Henry Jenkins is the founder and director of MIT's comparative media studies program and author of numerous books on technology, media and culture. In Convergence Culture, he advances the idea that new media does not replace old media, but that all media learn to interact with one another in a complex relationship called "convergence culture." For example, T.V. does not replace radio, and internet, T.V., but rather, these media become integrated and shape one another to the extent that they spin out the same content in different forms--Garrison Kieller's "Prarie Home Companion," is first radio, then on the web, then in film. Each manifestation of the same content reshapes and influences it. Perhaps a more modern example is that of The Matrix, a film that has its prequel embedded in animae and its post-quel (?) in video games. The content and story of The Matrix is present in three forms which allow the consumer increasingly complex and creative participation in the storyline.

Jenkins develops the idea of culture convergence alongside the notions of collective intelligence and participatory culture. Collective intelligence is a term coined by sociologists to refer to the benefits of a community pooling its knowledge in a given subject in order to increase the understanding of each individual in the group beyond the limitations of any one individual. In the age of information and of culture convergence we are easily overcome by the steady stream of fact and fiction. Collective intelligence can help us sort through culture convergence.

Participatory culture is evident in our desire to participate in our entertainment e.g. Survivor, American Idol, and Big Brother. These T.V. programs invite the audience to participate in entertainment through surviving, voting, or just living. As Jenkins writes, he aims at revealing the social and cultural impact of convergence upon our communities, industries, schools and governments. The cultural shift that this phenomenon is producing cannot be underestimated. It is influencing the way we think, act, vote, and live.

Jenkins writes: Right now we are mainly using this collective power through our recreational life, but soon we will be using it for more 'serious' purposes ... changing the way religion, education, law, politics, advertising and even the military operate.

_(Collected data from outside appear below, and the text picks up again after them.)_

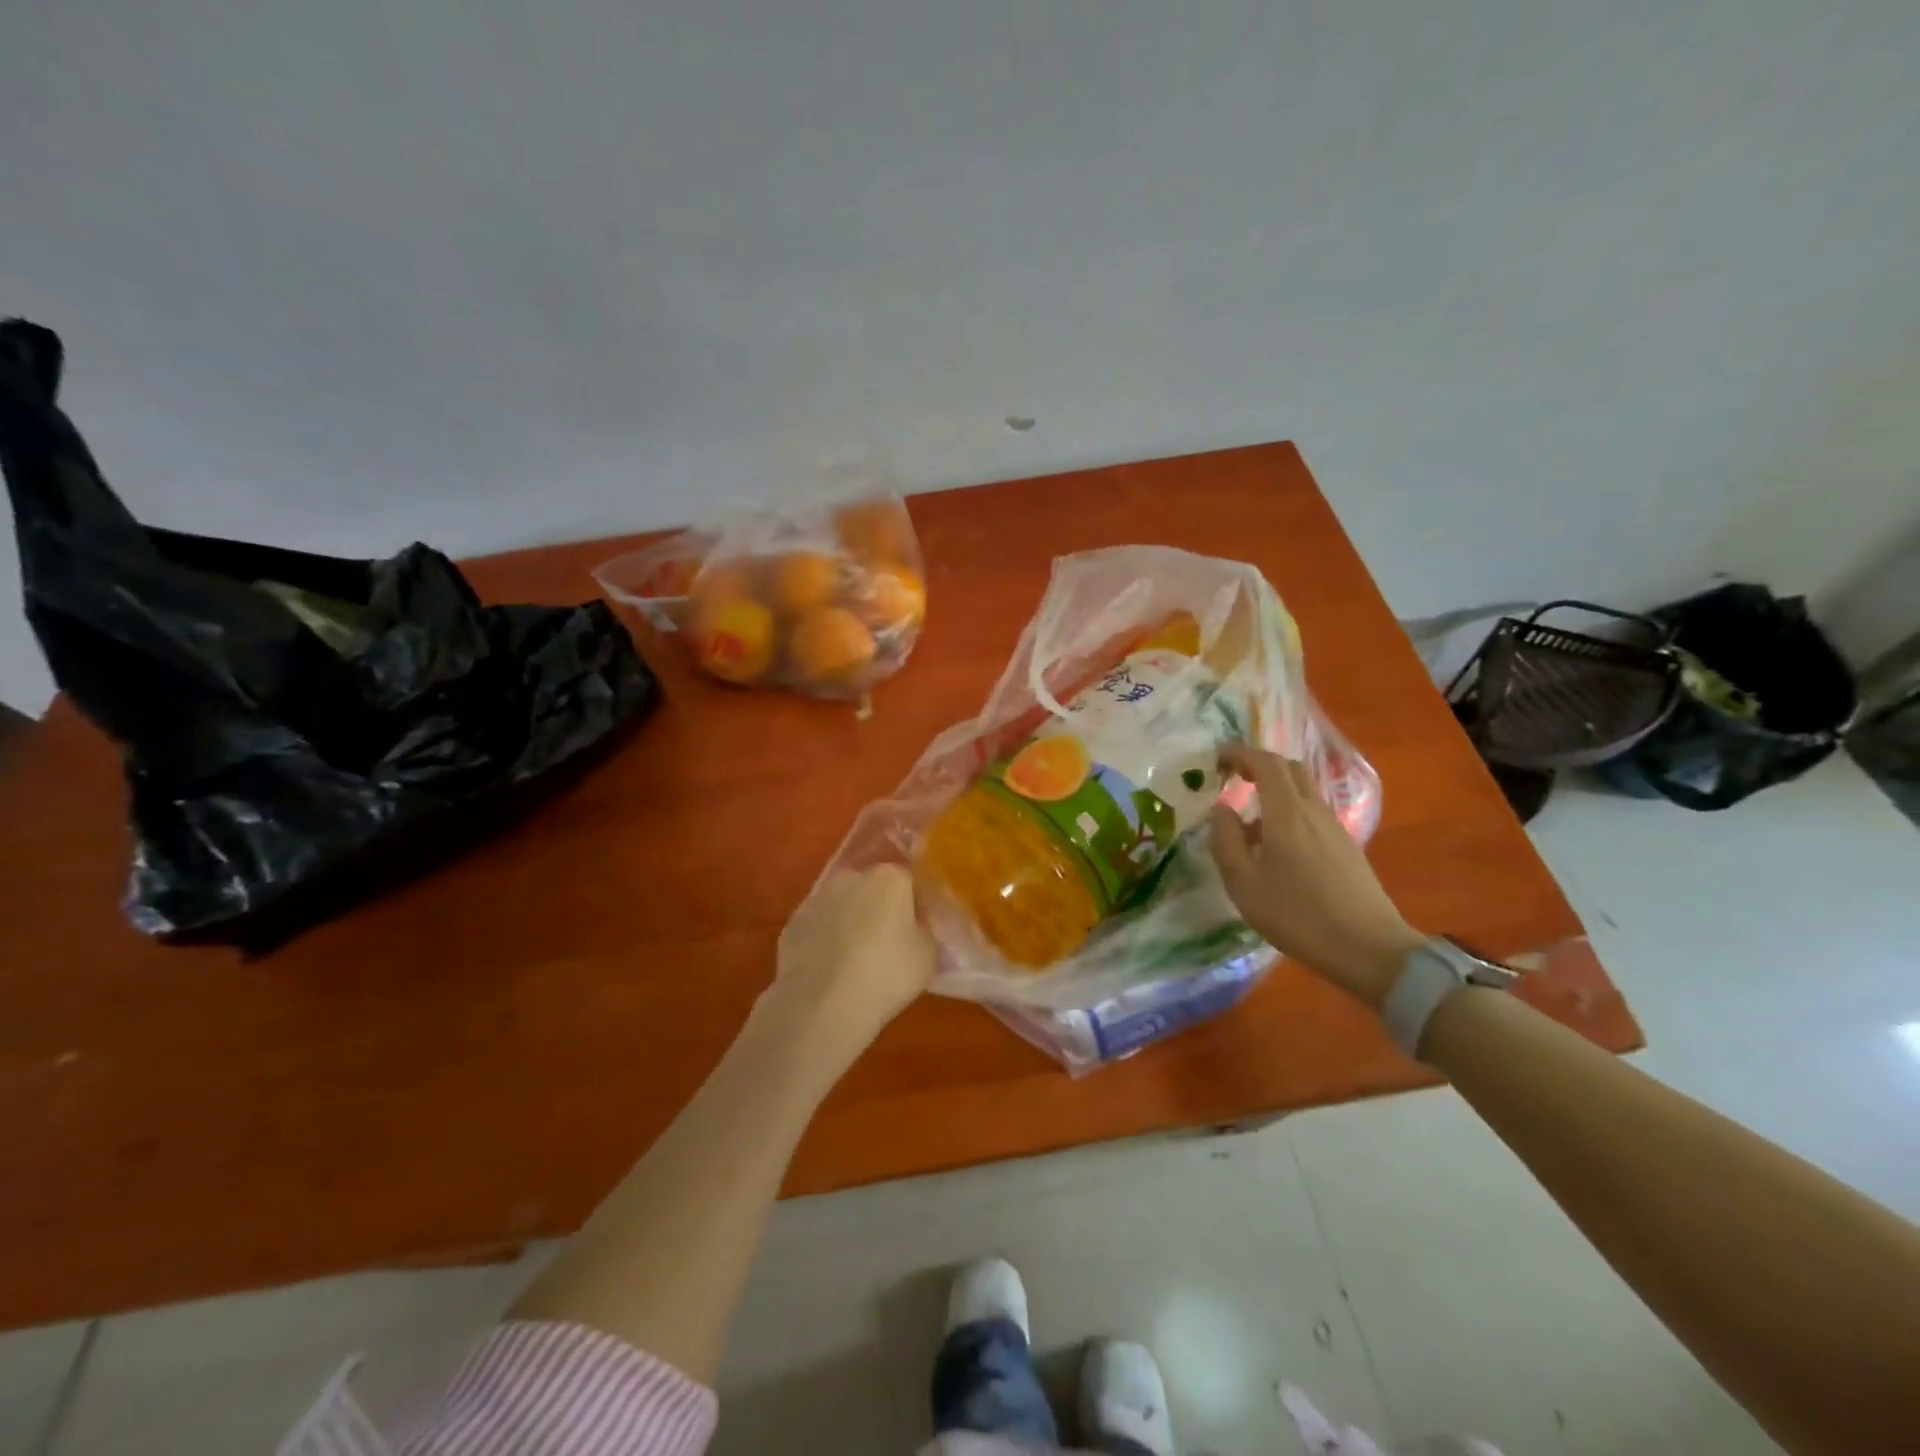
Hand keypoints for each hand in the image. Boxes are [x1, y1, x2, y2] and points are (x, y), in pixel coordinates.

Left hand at [769, 863, 937, 1066]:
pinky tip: (830, 969)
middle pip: (874, 888)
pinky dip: (826, 940)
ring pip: (843, 905)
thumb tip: (914, 923)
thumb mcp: (928, 954)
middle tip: (887, 945)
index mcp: (890, 878)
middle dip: (880, 909)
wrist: (822, 1004)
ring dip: (851, 922)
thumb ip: (924, 929)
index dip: (915, 906)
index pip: (909, 881)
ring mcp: (818, 897)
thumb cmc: (886, 975)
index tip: (916, 932)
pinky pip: (819, 926)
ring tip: (855, 961)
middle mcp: (852, 876)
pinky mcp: (793, 922)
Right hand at [1210, 744, 1422, 1007]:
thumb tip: (1222, 809)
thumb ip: (1226, 840)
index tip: (1217, 760)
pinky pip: (1312, 814)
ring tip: (1250, 824)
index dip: (1239, 754)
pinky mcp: (1346, 847)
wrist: (1368, 948)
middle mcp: (1314, 810)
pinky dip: (1289, 814)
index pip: (1265, 763)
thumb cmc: (1296, 915)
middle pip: (1289, 769)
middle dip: (1259, 765)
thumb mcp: (1243, 883)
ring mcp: (1335, 827)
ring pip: (1303, 792)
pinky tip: (1278, 849)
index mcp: (1286, 812)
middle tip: (1234, 778)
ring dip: (1275, 792)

The church must respond. What aspects of culture convergence should be embraced and brought into the church? Internet services, local community groups, interest-specific churches, and animated greeters are already in full swing. Can the collective intelligence of the church compete with the collective intelligence of consumers? Can participatory culture go too far in worship services? Artistic expressions in paint, clay and poetry during the preacher's sermons? Can media overload produce theological obscelence?